__INSTRUCTIONS FOR THE TASK__: Each line from the material with the word "Μάχης" in it must be copied.

__DATA RECORDS__:
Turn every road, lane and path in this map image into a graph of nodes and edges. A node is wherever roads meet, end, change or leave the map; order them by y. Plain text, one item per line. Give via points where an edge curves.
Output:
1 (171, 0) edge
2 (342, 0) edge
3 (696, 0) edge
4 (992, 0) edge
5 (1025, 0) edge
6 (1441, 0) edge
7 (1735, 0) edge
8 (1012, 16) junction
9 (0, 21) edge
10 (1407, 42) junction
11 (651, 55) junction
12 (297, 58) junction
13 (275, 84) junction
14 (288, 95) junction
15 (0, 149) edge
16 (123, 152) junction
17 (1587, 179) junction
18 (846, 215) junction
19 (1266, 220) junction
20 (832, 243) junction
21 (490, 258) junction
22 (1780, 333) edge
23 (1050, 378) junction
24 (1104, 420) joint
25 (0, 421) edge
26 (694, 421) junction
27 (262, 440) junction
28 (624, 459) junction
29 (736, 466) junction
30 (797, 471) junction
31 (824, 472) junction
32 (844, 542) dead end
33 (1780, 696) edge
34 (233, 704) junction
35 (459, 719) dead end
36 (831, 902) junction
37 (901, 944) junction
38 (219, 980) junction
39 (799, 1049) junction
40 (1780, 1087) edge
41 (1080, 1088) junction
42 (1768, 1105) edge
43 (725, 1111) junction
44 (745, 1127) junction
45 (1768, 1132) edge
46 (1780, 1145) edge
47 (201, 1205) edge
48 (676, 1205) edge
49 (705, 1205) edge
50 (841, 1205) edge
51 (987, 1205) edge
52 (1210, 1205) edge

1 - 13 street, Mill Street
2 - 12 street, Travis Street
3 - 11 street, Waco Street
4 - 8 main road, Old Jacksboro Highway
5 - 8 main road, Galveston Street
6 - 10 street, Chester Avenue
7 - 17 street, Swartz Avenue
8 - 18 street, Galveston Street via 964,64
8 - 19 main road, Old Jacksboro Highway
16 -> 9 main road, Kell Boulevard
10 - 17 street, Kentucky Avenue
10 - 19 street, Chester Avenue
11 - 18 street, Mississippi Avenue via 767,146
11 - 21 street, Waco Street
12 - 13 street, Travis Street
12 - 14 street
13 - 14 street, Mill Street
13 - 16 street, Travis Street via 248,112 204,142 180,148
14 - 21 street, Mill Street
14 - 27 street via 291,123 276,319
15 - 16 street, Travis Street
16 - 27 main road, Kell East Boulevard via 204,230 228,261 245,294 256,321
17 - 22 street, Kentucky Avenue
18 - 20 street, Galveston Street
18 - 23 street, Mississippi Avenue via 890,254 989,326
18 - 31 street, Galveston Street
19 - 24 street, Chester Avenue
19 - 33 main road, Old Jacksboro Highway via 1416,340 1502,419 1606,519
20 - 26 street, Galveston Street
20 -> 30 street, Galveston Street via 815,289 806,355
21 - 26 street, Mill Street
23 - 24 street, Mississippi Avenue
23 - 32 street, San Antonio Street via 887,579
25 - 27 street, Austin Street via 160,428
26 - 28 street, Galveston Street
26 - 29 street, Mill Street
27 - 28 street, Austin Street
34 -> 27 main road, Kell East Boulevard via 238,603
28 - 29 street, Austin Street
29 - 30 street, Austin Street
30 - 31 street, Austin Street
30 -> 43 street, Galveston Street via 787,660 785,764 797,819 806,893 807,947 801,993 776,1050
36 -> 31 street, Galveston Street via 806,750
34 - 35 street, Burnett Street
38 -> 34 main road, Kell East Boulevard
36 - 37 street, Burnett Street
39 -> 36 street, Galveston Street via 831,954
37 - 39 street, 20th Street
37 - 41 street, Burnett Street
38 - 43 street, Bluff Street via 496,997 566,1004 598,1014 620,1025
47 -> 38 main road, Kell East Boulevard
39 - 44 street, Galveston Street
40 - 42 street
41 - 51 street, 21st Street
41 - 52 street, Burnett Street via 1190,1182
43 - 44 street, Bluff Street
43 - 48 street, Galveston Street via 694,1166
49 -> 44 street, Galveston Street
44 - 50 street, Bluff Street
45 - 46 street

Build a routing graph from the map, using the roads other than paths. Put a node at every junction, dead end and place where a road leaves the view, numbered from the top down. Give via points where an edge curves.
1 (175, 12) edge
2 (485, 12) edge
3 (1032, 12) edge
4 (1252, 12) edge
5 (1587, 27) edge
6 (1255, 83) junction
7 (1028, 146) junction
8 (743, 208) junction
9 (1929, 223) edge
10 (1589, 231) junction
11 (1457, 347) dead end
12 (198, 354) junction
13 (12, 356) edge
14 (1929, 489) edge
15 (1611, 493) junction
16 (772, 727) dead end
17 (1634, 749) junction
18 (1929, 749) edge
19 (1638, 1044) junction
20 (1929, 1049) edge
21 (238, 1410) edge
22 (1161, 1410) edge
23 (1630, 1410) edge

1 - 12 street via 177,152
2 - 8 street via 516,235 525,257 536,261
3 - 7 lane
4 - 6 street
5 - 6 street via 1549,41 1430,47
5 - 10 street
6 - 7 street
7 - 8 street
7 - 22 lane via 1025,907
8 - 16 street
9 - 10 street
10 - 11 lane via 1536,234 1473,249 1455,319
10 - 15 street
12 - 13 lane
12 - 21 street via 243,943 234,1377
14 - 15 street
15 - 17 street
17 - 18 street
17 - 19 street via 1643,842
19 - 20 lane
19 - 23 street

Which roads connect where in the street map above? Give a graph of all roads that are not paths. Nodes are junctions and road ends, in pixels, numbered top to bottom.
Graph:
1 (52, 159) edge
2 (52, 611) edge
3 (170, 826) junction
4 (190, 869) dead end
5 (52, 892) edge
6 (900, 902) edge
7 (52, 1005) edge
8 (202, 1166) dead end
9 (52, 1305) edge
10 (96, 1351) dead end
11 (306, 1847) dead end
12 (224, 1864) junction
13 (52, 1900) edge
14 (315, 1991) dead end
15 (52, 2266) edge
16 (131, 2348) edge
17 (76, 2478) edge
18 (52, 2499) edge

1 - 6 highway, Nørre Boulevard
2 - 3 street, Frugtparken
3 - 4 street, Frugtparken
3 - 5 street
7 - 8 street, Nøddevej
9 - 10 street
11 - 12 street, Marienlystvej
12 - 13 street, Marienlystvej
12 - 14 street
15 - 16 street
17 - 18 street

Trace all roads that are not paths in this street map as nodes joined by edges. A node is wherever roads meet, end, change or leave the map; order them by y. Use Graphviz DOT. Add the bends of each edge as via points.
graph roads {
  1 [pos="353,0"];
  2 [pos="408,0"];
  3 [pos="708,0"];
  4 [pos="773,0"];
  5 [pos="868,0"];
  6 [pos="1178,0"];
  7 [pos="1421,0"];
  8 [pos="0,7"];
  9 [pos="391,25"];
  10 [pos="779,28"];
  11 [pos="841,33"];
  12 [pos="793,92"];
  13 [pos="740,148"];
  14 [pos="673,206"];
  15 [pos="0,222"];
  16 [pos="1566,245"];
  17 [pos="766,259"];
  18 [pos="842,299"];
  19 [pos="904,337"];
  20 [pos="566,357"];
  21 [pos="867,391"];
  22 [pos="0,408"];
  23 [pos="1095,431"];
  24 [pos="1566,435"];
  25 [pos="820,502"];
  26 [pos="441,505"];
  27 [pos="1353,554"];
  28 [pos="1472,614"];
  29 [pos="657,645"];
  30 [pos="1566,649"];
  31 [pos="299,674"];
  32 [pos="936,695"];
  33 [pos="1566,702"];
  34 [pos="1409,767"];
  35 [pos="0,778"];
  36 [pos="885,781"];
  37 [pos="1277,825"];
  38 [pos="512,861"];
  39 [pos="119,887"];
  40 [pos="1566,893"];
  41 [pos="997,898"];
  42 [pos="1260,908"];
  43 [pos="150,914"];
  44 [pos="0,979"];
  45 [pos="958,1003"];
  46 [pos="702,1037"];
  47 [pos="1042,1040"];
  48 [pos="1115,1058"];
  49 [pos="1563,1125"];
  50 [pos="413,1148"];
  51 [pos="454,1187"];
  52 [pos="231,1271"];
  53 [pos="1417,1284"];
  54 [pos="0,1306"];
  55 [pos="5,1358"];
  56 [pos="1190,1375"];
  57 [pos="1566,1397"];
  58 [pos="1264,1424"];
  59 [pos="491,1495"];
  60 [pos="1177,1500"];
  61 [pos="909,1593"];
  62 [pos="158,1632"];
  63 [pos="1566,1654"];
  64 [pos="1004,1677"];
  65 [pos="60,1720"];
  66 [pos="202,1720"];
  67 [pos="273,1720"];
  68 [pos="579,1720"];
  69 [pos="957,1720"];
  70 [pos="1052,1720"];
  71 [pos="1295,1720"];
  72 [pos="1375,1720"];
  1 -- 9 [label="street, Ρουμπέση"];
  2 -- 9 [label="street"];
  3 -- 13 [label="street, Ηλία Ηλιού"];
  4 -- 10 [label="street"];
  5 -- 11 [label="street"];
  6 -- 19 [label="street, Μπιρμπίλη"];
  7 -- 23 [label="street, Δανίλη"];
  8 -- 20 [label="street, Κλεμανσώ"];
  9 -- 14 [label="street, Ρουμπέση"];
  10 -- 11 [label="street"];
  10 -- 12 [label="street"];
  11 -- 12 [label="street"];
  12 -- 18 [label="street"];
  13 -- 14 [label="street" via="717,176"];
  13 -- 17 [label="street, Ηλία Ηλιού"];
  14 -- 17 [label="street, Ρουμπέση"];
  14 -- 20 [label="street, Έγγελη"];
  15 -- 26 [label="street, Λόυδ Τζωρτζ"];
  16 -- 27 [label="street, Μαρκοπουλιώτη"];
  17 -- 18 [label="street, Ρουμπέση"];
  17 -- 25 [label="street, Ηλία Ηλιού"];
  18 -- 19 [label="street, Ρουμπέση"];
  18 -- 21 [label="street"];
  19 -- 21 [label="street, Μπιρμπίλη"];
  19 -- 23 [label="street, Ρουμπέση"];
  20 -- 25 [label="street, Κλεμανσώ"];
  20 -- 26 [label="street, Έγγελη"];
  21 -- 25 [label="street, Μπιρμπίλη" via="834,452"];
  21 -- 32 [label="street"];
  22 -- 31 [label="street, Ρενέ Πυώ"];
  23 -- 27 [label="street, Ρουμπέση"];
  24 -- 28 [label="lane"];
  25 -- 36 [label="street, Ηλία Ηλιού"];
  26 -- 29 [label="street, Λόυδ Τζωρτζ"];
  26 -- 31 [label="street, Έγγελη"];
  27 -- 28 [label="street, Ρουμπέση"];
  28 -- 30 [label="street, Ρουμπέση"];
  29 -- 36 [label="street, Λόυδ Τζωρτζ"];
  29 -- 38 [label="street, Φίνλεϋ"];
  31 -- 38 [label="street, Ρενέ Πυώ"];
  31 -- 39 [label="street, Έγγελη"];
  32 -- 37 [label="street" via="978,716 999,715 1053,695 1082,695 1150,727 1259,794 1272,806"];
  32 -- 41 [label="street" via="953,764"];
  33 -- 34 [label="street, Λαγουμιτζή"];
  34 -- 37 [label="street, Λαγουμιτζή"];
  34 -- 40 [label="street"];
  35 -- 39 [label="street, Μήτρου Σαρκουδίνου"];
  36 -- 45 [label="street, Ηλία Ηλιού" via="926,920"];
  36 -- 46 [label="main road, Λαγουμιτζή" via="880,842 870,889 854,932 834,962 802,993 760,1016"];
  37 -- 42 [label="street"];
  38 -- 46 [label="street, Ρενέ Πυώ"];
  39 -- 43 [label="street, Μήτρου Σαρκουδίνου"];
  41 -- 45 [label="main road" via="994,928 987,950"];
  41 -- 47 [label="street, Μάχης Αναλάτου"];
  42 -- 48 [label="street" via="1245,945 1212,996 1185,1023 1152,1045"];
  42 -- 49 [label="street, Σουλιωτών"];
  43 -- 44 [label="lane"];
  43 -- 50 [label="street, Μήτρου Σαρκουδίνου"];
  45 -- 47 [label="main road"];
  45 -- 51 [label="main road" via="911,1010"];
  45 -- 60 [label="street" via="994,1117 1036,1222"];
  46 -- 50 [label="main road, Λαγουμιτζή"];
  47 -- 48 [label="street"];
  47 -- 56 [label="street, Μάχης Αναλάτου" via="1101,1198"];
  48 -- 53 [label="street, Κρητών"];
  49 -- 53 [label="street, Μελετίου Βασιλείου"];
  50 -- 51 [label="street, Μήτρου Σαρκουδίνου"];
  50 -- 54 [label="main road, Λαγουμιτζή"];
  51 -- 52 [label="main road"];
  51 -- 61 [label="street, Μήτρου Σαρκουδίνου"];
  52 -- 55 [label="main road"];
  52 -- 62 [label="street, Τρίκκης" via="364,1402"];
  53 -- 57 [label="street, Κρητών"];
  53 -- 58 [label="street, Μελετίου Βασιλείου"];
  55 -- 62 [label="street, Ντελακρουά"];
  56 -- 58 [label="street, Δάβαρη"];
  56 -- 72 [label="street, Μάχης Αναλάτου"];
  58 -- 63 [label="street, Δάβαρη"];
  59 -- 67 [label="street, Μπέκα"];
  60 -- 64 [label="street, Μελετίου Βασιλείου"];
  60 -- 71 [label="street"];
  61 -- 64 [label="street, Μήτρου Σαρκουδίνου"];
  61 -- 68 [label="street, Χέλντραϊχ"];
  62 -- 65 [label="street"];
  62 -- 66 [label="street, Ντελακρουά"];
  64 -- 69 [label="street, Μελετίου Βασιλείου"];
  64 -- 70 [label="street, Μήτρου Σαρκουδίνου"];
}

__WRITTEN ANSWER__:
  41 -- 47 [label="street, Μάχης Αναλάτου"];
  47 -- 56 [label="street, Μάχης Αναλάτου" via="1101,1198"];
  56 -- 72 [label="street, Μάχης Αναλάτου"];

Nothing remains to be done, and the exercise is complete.